Imigrantes vindos da Europa, Oriente Médio e Ásia para trabalhar e refazer suas vidas no Brasil foram (e continuam sendo) muito importantes na formação do País. Suas identidades originárias impregnaram-se das características dos brasileiros nativos e também os penetraram profundamente, transformando-os. Geralmente eles desejavam integração na sociedade local. Contudo, a memória do que viveram antes foi mantida em suas almas. Não podiam apagar a saudade do que deixaram. Para alguns mantiveram-se abertas as chagas das circunstâncias da emigração, mesmo que só fossem vistas na intimidade. Muitos preferiram enterrar desgraças, não mais falar delas, ao adentrarem o futuro, que deveria ser melhor.
“A Imensidão Íntima dos Carneiros” de Marcelo Maluf (Santa Bárbara D’Oeste, São Paulo) é um romance-homenagem a seus antepassados libaneses que vieram para o Brasil, estabelecendo-se em Santa Bárbara D’Oeste, no interior de São Paulo. Ele recria a história do avô que não conheceu, Assaad. Este tinha sido pastor de carneiros no Líbano e no Brasil tornou-se mascate.
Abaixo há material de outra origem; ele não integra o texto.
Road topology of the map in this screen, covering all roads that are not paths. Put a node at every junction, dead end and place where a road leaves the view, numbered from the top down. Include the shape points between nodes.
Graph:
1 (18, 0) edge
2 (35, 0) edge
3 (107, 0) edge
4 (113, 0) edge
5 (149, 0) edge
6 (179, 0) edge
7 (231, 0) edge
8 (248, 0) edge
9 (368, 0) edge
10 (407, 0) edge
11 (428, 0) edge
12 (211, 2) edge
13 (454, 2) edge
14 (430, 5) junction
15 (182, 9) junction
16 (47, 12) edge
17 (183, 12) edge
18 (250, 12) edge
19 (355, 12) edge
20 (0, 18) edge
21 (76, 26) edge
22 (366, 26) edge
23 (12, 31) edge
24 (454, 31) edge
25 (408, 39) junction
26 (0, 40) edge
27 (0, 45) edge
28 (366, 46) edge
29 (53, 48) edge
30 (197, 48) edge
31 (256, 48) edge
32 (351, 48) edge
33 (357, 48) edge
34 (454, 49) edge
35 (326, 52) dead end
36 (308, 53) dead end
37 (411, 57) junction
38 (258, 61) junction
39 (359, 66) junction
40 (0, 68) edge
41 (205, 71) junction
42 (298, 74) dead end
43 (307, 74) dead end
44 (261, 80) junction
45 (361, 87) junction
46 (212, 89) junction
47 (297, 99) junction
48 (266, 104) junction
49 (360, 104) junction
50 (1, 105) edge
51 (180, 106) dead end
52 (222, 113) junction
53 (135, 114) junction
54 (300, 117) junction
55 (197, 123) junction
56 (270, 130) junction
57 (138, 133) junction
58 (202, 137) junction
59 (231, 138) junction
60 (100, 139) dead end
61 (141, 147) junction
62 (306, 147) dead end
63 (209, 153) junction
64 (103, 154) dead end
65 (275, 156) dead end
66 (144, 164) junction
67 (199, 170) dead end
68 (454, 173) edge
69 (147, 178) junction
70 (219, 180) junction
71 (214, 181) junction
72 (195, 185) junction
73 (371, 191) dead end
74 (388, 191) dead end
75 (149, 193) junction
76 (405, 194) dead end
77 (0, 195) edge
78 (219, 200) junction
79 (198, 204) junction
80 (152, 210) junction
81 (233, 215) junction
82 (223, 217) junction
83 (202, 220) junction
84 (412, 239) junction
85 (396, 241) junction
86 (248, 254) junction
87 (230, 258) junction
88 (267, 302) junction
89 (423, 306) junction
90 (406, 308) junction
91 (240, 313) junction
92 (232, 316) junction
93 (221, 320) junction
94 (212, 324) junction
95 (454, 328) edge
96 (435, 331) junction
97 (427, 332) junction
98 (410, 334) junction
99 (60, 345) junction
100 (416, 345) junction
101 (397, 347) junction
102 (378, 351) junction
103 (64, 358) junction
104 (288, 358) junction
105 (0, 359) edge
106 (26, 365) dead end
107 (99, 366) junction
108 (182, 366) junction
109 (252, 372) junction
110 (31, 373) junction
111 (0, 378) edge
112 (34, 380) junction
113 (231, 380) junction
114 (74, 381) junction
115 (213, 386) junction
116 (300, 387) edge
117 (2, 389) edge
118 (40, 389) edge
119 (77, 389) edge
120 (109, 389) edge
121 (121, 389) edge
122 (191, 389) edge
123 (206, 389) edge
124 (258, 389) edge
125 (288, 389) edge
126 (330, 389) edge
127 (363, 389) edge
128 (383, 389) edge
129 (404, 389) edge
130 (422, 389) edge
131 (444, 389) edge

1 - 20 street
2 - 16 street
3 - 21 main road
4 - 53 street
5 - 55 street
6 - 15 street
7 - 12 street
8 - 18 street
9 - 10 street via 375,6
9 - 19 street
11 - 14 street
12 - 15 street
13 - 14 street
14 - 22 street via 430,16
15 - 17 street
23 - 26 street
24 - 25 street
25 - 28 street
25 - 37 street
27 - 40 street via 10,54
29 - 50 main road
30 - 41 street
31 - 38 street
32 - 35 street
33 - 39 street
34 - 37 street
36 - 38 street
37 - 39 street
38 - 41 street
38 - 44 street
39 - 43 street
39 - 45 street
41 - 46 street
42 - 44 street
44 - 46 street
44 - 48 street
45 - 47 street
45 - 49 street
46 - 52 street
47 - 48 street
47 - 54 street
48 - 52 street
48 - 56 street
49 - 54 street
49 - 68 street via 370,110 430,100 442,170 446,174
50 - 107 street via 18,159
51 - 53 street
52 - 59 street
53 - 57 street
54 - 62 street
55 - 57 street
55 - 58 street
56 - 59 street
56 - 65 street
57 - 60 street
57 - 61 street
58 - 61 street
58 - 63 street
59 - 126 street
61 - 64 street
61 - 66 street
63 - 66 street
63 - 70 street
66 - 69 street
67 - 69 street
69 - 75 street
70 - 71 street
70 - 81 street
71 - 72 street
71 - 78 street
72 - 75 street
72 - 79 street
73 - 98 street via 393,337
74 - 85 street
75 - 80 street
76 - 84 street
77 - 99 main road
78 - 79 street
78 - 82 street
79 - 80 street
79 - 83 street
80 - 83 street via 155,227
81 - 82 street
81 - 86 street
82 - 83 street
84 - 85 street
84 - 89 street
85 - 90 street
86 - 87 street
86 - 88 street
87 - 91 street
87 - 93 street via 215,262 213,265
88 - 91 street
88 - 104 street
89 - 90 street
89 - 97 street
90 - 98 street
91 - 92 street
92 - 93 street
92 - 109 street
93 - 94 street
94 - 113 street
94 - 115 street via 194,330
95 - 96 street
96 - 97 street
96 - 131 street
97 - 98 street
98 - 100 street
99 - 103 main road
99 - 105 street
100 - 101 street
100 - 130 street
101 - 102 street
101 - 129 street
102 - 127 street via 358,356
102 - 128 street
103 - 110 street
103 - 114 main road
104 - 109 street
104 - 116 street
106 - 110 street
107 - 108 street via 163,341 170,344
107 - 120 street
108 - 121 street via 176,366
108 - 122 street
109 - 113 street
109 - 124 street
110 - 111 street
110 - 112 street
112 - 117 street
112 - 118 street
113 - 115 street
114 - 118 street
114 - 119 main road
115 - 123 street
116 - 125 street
O autor utiliza fragmentos do que ouviu de seus familiares e o restante ele imagina ou constrói como memórias líricas, sem compromisso com a precisão realista. A família era cristã e teve vários membros assassinados por soldados turcos muçulmanos na casa em que vivam, o que foi determinante na vinda do avô. Maluf fala sobre a dor e o medo que enxergou no olhar de seus parentes. O que identificou neles talvez também existisse em grande parte de outros imigrantes, de diversas procedências. Sofrimento causado pelo que experimentaram antes e pelo que viveram depois. Os que são imigrantes são estrangeiros, forasteiros, eventualmente tomados como ameaçadores em seus novos mundos. Foram emigrantes de sítios que consideravam seus e que amavam, mas nos quais não se sentiam amados ou minimamente abrigados. A inospitalidade que os fez partir poderia ter origens diversas: na miséria, na opressão social, nas guerras e outras formas de violência com que os seres humanos atacam e destroem uns aos outros. Algumas vezes a ideia de se reinventarem e terem em lugares distantes aquilo que lhes era inalcançável onde nasceram contava como propulsor essencial para a grande mudança. Nutriam-se de esperança, de força de vontade e capacidade de investimento no trabalho, de resistência diante das dificuldades e da persistência. Pagaram preços altíssimos usando como capital o que lhes pertencia por estar dentro deles.
Os carneiros representam muito neste pequeno romance. Lembram o pastoreio como ocupação tradicional na família. Eles dão a carne que alimenta e a lã que aquece. Para além disso, aparecem como seres que encarnam sentimentos do homem, eventualmente seus vicários. Traduzem a docilidade e um modo de expressar dor. Também os ressentimentos. E humildade diante dos infortúnios de que não podem escapar, quase submissão. Imergem no coração dos humanos e, em certas situações, confundem-se com eles.